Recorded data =
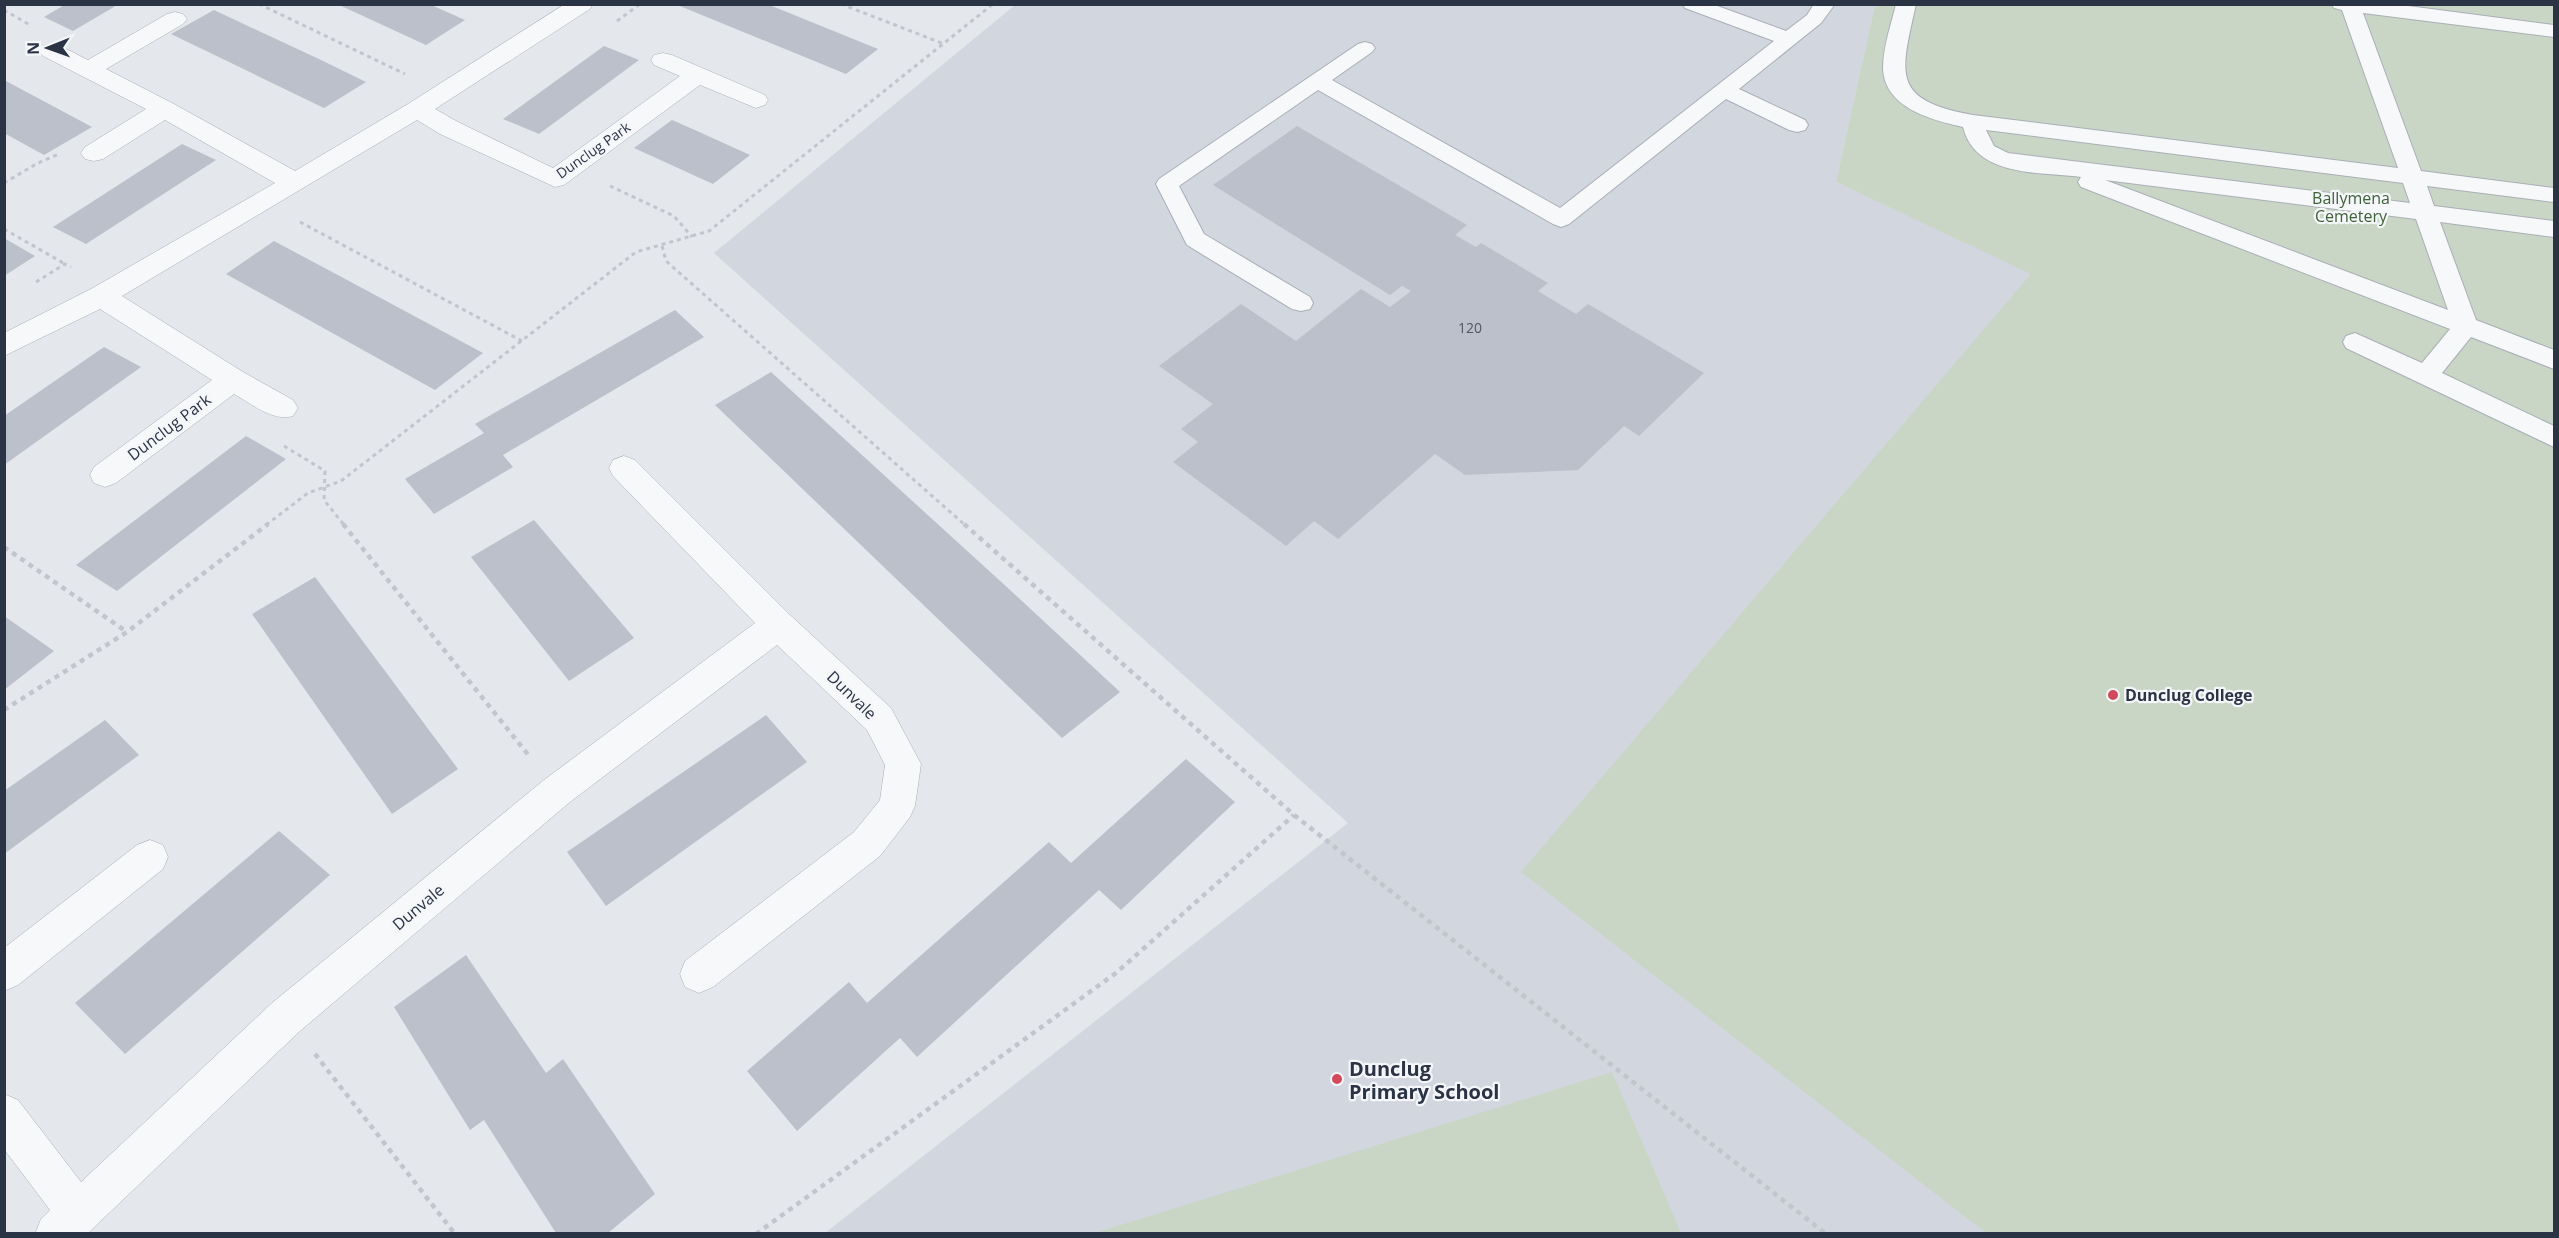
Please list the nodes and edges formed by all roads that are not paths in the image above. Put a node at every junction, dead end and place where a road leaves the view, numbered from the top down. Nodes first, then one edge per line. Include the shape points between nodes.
1 (1692, 4) edge
2 (1825, 4) edge
3 (1906, 4) edge
4 (2347, 5) edge
5 (574, 6) edge
6 (175, 20) dead end
7 (2554, 31) edge
8 (1789, 39) junction
9 (1365, 48) dead end
10 (51, 51) dead end
11 (663, 60) dead end
12 (88, 70) junction
13 (698, 75) junction
14 (1319, 82) junction
15 (1725, 90) junction
16 (756, 100) dead end
17 (165, 109) junction
18 (417, 109) junction
19 (1973, 122) junction
20 (1797, 125) dead end
21 (94, 153) road end
22 (2046, 165) junction
23 (2413, 177) junction
24 (294, 182) junction
25 (2554, 195) edge
26 (2426, 212) junction
27 (2554, 229) edge
28 (101, 296) junction
29 (1301, 303) dead end
30 (2466, 326) junction
31 (2355, 342) dead end
32 (4, 346) edge
33 (2554, 360) edge
34 (2427, 374) junction
35 (233, 380) junction
36 (283, 408) road end
37 (2554, 437) edge
38 (624, 468) dead end
39 (105, 475) dead end
40 (778, 625) junction
41 (150, 857) dead end
42 (4, 972) edge
43 (699, 974) dead end
44 (4, 1114) edge
45 (67, 1223) edge

1 - 8 lane
2 - 8 lane via 1814,19
3 - 19 lane via 1894,63 1896,81 1909,97 1932,111
4 - 7 lane
4 - 23 lane
5 - 18 street
6 - 12 street
8 - 15 lane
9 - 14 lane
10 - 12 street
11 - 13 street
12 - 17 street
13 - 16 street
13 - 18 street, Dunclug Park via 555,179
14 - 15 lane via 1561,219
14 - 29 lane via 1167,184 1195,239
15 - 20 lane
17 - 21 street
17 - 24 street
18 - 24 street
19 - 22 lane via 1979,144 1995,156
19 - 23 lane
22 - 26 lane
22 - 30 lane
23 - 25 lane
23 - 26 lane
24 - 28 street
26 - 27 lane
26 - 30 lane
28 - 32 street
28 - 35 street, Dunclug Park
30 - 33 lane
30 - 34 lane
31 - 34 lane
34 - 37 lane
35 - 36 street, Dunclug Park
35 - 39 street, Dunclug Park
38 - 40 street, Dunvale
40 - 43 street, Dunvale via 879,719 903,764 897,806 867,843
40 - 45 street, Dunvale via 557,791 286,1017
41 - 42 street
44 - 45 street, Dunvale

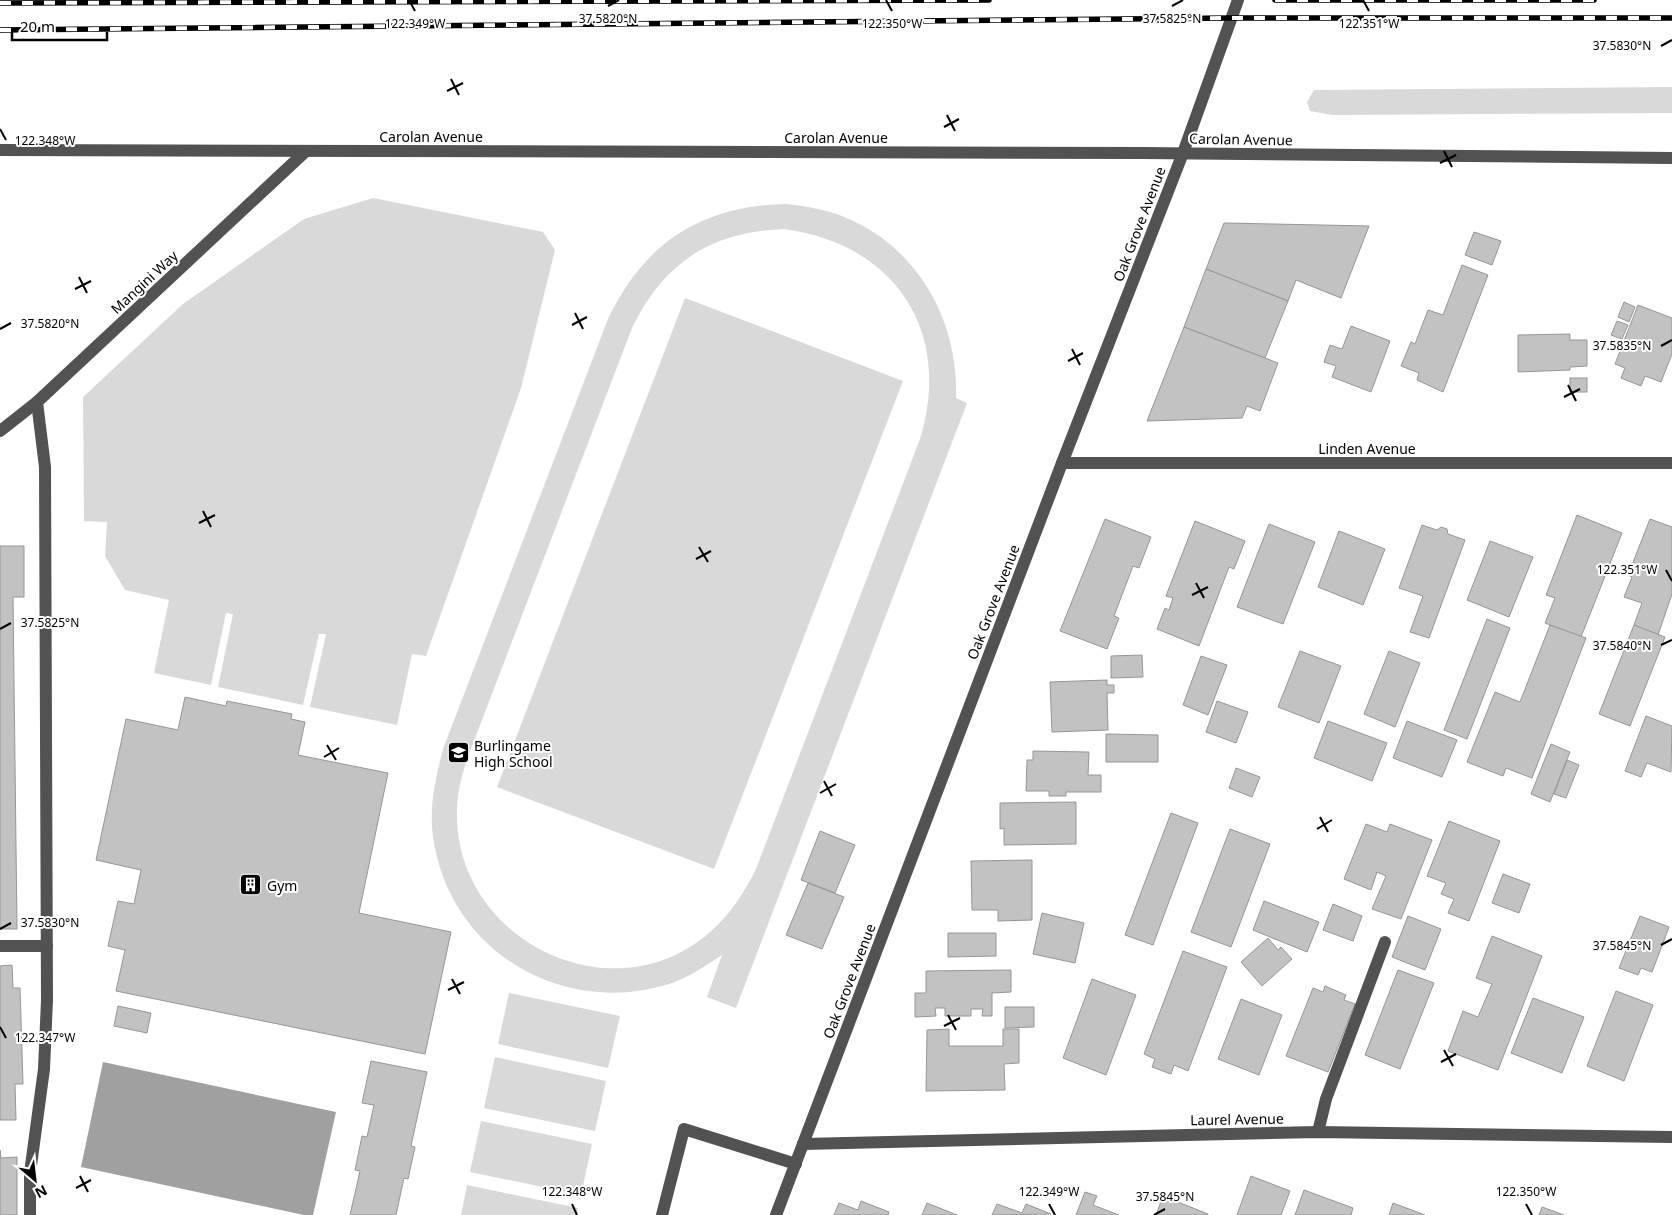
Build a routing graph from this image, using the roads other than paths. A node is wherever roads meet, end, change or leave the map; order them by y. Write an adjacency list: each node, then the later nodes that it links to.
1 (1238, 0): 4 (street, Oak Grove Avenue)
2 (0, 150): 3 (street, Carolan Avenue)
3 (306, 151): 4 (street, Carolan Avenue); 6 (street, Mangini Way)
4 (1183, 153): 5 (street, Carolan Avenue); 8 (street, Oak Grove Avenue)
5 (1672, 158)
6 (37, 402): 7 (street, Mangini Way); 12 (street)
7 (0, 432)
8 (1062, 463): 9 (street, Linden Avenue); 15 (street, Oak Grove Avenue)
9 (1672, 463)
10 (1385, 942): 13 (street)
11 (0, 946): 12 (street)
12 (48, 946): 17 (street)
13 (1318, 1132): 14 (street, Laurel Avenue); 15 (street, Laurel Avenue)
14 (1672, 1137)
15 (803, 1144): 16 (street, Oak Grove Avenue)
16 (796, 1164): 18 (street); 19 (street, Oak Grove Avenue)
17 (30, 1215)
18 (662, 1215)
19 (776, 1215)

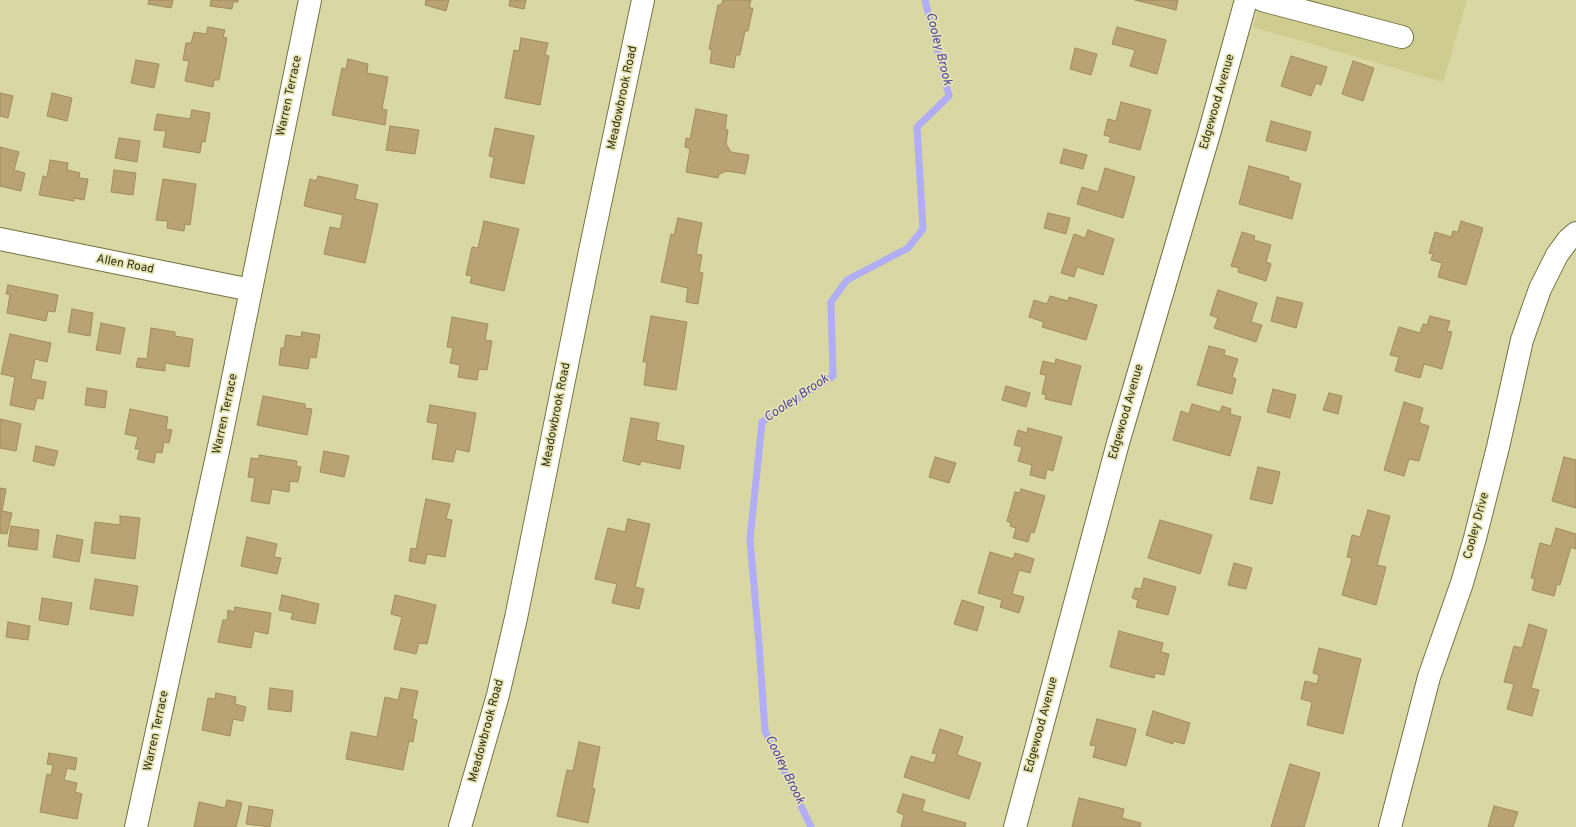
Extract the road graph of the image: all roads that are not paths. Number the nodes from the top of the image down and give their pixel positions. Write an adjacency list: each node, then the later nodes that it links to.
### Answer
1 (310, 0): 8 (street, Warren Terrace)
2 (644, 0): 10 (street, Meadowbrook Road)
3 (1246, 0): 11 (street, Edgewood Avenue)
4 (1262, 0): 5 (street)
5 (1402, 37)
6 (1576, 233): 12 (street, Cooley Drive)
7 (0, 240): 8 (street, Allen Road)
8 (251, 290): 9 (street, Warren Terrace)
9 (136, 827)
10 (460, 827)
11 (1014, 827)
12 (1390, 827)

EXERCISE BRIEF =
The full text of the data above, exact and without pictures, is what to return.

EXPECTED ANSWER =
Please list the nodes and edges formed by all roads that are not paths in the image above. Put a node at every junction, dead end and place where a road leaves the view, numbered from the top down. Nodes first, then one edge per line. Include the shape points between nodes.
1 (1692, 4) edge
2 (1825, 4) edge
3 (1906, 4) edge
4 (2347, 5) edge
5 (574, 6) edge
6 (175, 20) dead end
7 (2554, 31) edge
8 (1789, 39) junction
9 (1365, 48) dead end
10 (51, 51) dead end
11 (663, 60) dead end
12 (88, 70) junction
13 (698, 75) junction
14 (1319, 82) junction
15 (1725, 90) junction
16 (756, 100) dead end
17 (165, 109) junction
18 (417, 109) junction
19 (1973, 122) junction
20 (1797, 125) dead end
21 (94, 153) road end
22 (2046, 165) junction
23 (2413, 177) junction
24 (294, 182) junction
25 (2554, 195) edge
26 (2426, 212) junction
27 (2554, 229) edge
28 (101, 296) junction
29 (1301, 303) dead end
30 (2466, 326) junction
31 (2355, 342) dead end
32 (4, 346) edge
33 (2554, 360) edge
34 (2427, 374) junction
35 (233, 380) junction
36 (283, 408) road end
37 (2554, 437) edge
38 (624, 468) dead end
39 (105, 475) dead end
40 (778, 625) junction
41 (150, 857) dead end
42 (4, 972) edge
43 (699, 974) dead end
44 (4, 1114) edge
45 (67, 1223) edge

1 - 8 lane
2 - 8 lane via 1814,19
3 - 19 lane via 1894,63 1896,81 1909,97 1932,111
4 - 7 lane
4 - 23 lane
5 - 18 street
6 - 12 street
8 - 15 lane
9 - 14 lane
10 - 12 street
11 - 13 street
12 - 17 street
13 - 16 street
13 - 18 street, Dunclug Park via 555,179
14 - 15 lane via 1561,219
14 - 29 lane via 1167,184 1195,239
15 - 20 lane
17 - 21 street
17 - 24 street
18 - 24 street
19 - 22 lane via 1979,144 1995,156
19 - 23 lane
22 - 26 lane
22 - 30 lane
23 - 25 lane
23 - 26 lane
24 - 28 street
26 - 27 lane
26 - 30 lane
28 - 32 street
28 - 35 street, Dunclug Park
30 - 33 lane
30 - 34 lane
31 - 34 lane
34 - 37 lane
35 - 36 street, Dunclug Park
35 - 39 street, Dunclug Park
38 - 40 street, Dunvale
40 - 43 street, Dunvale via 879,719 903,764 897,806 867,843
40 - 45 street, Dunvale via 557,791 286,1017
41 - 42 street
44 - 45 street, Dunvale

Build a routing graph from this image, using the roads other than paths. A node is wherever roads meet, end, change or leave the map; order them by y. Write an adjacency list: each node, then the later nodes that it links to.
1 (1238, 0): 4 (street, Oak Grove Avenue)
2 (0, 150): 3 (street, Carolan Avenue)
3 (306, 151): 4 (street, Carolan Avenue); 6 (street, Mangini Way)
4 (1183, 153): 5 (street, Carolan Avenue); 8 (street, Oak Grove Avenue)
5 (1672, 158)
6 (37, 402): 7 (street, Mangini Way); 12 (street)
7 (0, 432)
8 (1062, 463): 9 (street, Linden Avenue); 15 (street, Oak Grove Avenue)
9 (1672, 463)
10 (1385, 942): 13 (street)
11 (0, 946): 12 (street)
12 (48, 946): 17 (street)
13 (1318, 1132): 14 (street, Laurel Avenue); 15 (street, Laurel Avenue)
14 (1672, 1137)
15 (803, 1144): 16 (street, Oak Grove Avenue)
16 (796, 1164): 18 (street); 19 (street, Oak Grove Avenue)
17 (30, 1215)
18 (662, 1215)
19 (776, 1215)

Extract the road graph of the image: all roads that are not paths. Number the nodes from the top of the image down and give their pixel positions. Write an adjacency list: each node, then the later nodes that it links to.
### Answer
1 (310, 0): 8 (street, Warren Terrace)
2 (644, 0): 10 (street, Meadowbrook Road)
3 (1246, 0): 11 (street, Edgewood Avenue)
4 (1262, 0): 5 (street)
5 (1402, 37)
6 (1576, 233): 12 (street, Cooley Drive)
7 (0, 240): 8 (street, Allen Road)
8 (251, 290): 9 (street, Warren Terrace)
9 (136, 827)
10 (460, 827)
11 (1014, 827)
12 (1390, 827)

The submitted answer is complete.